§ **WHAT THE TASK REQUIRES**
Using the material below, count the lines that contain the word "from" and report the number only.

§ **PROVIDED RECORDS**
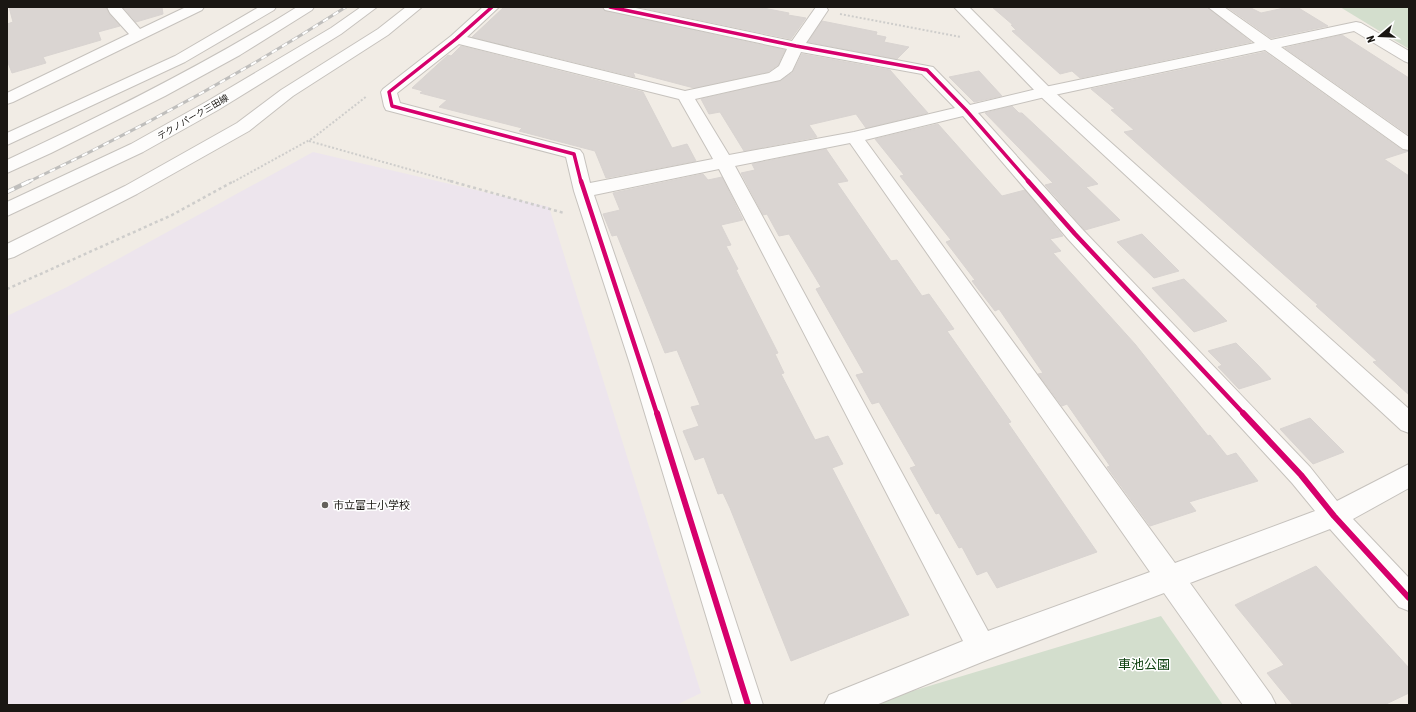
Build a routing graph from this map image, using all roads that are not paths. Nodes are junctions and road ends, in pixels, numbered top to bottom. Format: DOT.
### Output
graph roads {
  1 [pos="114,7"];
  2 [pos="198,7"];
  3 [pos="269,7"];
  4 [pos="289,7"];
  5 [pos="307,7"];
  6 [pos="370,7"];
  7 [pos="393,7"];
  8 [pos="415,7"];
  9 [pos="492,7"];
  10 [pos="610,7"];
  11 [pos="961,7"];
  12 [pos="1215,7"];
  13 [pos="821,10"];
  14 [pos="138,36"];
  15 [pos="456,39"];
  16 [pos="1268,45"];
  17 [pos="796,46"];
  18 [pos="1409,58"];
  19 [pos="180,59"];
  20 [pos="1045,92"];
  21 [pos="287,93"];
  22 [pos="685,96"];
  23 [pos="7,98"];
  24 [pos="212,106"];
  25 [pos="966,110"];
  26 [pos="89,129"];
  27 [pos="854,137"];
  28 [pos="7,140"];
  29 [pos="1409,145"];
  30 [pos="7,154"];
  31 [pos="724,162"];
  32 [pos="7,167"];
  33 [pos="583,191"];
  34 [pos="7,210"];
  35 [pos="7,236"];
  36 [pos="7,252"];
  37 [pos="1409,423"];
  38 [pos="1409,475"];
  39 [pos="1334,516"];
  40 [pos="1170,578"];
  41 [pos="1409,598"];
  42 [pos="982,648"];
  43 [pos="748,705"];
  44 [pos="839,705"];
  45 [pos="1261,705"];
  1 -- 14 [label="street"];
  2 -- 14 [label="street"];
  3 -- 19 [label="street"];
  4 -- 26 [label="street"];
  5 -- 26 [label="street"];
  6 -- 24 [label="street, テクノパーク三田線"];
  7 -- 24 [label="street"];
  8 -- 21 [label="street"];
  9 -- 15 [label="street"];
  10 -- 17 [label="street"];
  11 -- 20 [label="street"];
  12 -- 16 [label="street"];
  13 -- 17 [label="street"];
  14 -- 23 [label="street"];
  15 -- 22 [label="street"];
  15 -- 33 [label="street"];
  16 -- 18 [label="street"];
  16 -- 20 [label="street"];
  16 -- 29 [label="street"];
  17 -- 22 [label="street"];
  17 -- 25 [label="street"];
  19 -- 28 [label="street"];
  19 -- 30 [label="street"];
  20 -- 25 [label="street"];
  20 -- 37 [label="street"];
  21 -- 35 [label="street"];
  21 -- 36 [label="street"];
  22 -- 31 [label="street"];
  24 -- 34 [label="street, テクノパーク三田線"];
  25 -- 27 [label="street"];
  25 -- 39 [label="street"];
  26 -- 32 [label="street"];
  27 -- 31 [label="street"];
  27 -- 40 [label="street"];
  31 -- 33 [label="street"];
  31 -- 42 [label="street"];
  33 -- 43 [label="street"];
  38 -- 39 [label="street"];
  39 -- 40 [label="street"];
  39 -- 41 [label="street"];
  40 -- 42 [label="street"];
  40 -- 45 [label="street"];
  42 -- 44 [label="street"];
}
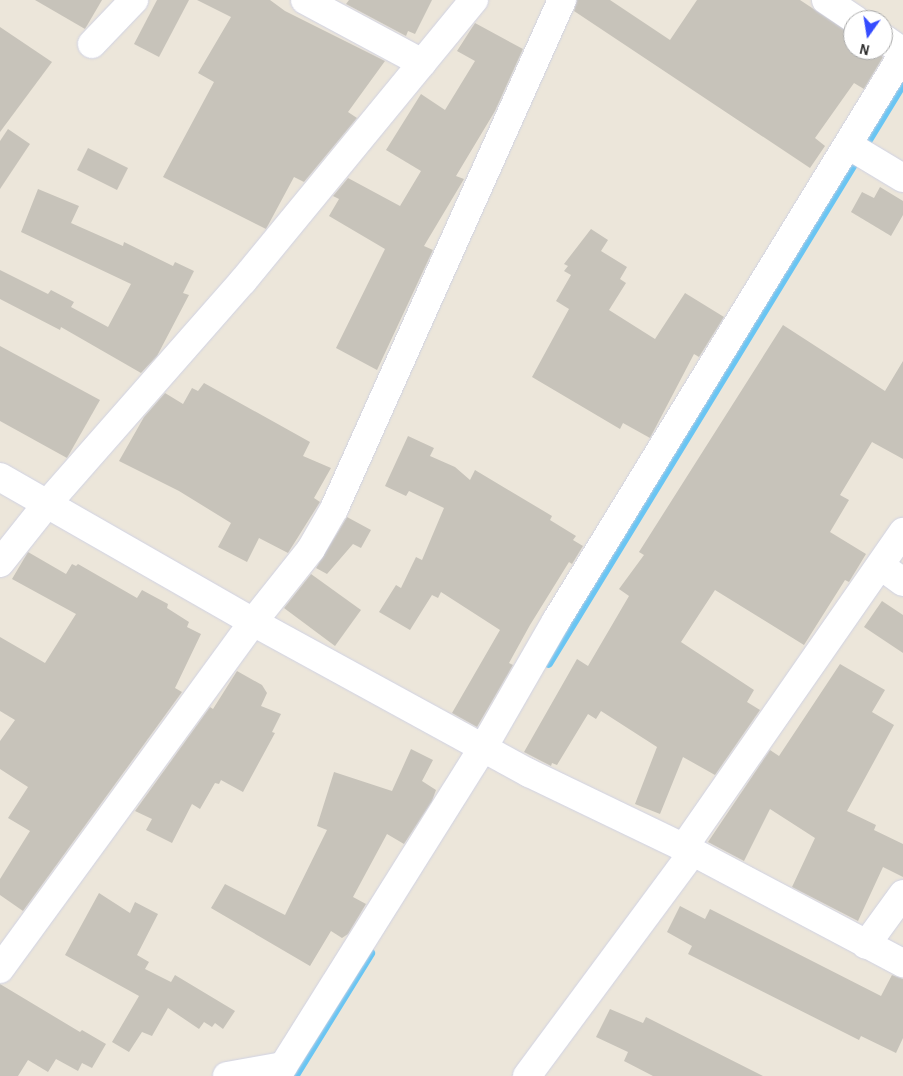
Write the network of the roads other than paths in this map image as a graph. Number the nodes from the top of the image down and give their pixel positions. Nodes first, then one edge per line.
1 (134, 0) edge
2 (305, 0) edge
3 (474, 0) edge
4 (562, 0) edge
5 (826, 0) edge
6 (843, 11) edge
7 (92, 44) dead end
8 (903, 53) edge
9 (422, 63) junction
10 (848, 145) junction
11 (903, 178) edge
12 (0, 477) edge
13 (47, 504) junction
14 (903, 532) edge
15 (0, 563) edge
16 (881, 566) junction
17 (903, 582) edge
18 (253, 622) junction
19 (483, 748) junction
20 (689, 849) junction
21 (903, 894) edge
22 (866, 945) junction
23 (903, 963) edge
24 (0, 969) edge
25 (280, 1071) edge
26 (227, 1076) edge
27 (527, 1076) edge

1 - 7 street
2 - 9 street
3 - 9 street
4 - 18 street
5 - 6 street
8 - 10 street
9 - 13 street
10 - 11 street
10 - 19 street
12 - 13 street
13 - 15 street
13 - 18 street
14 - 16 street
16 - 17 street
16 - 20 street
18 - 19 street
18 - 24 street
19 - 20 street
19 - 25 street
20 - 22 street
20 - 27 street
21 - 22 street
22 - 23 street
25 - 26 street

§ **RESPONSE BELOW**
2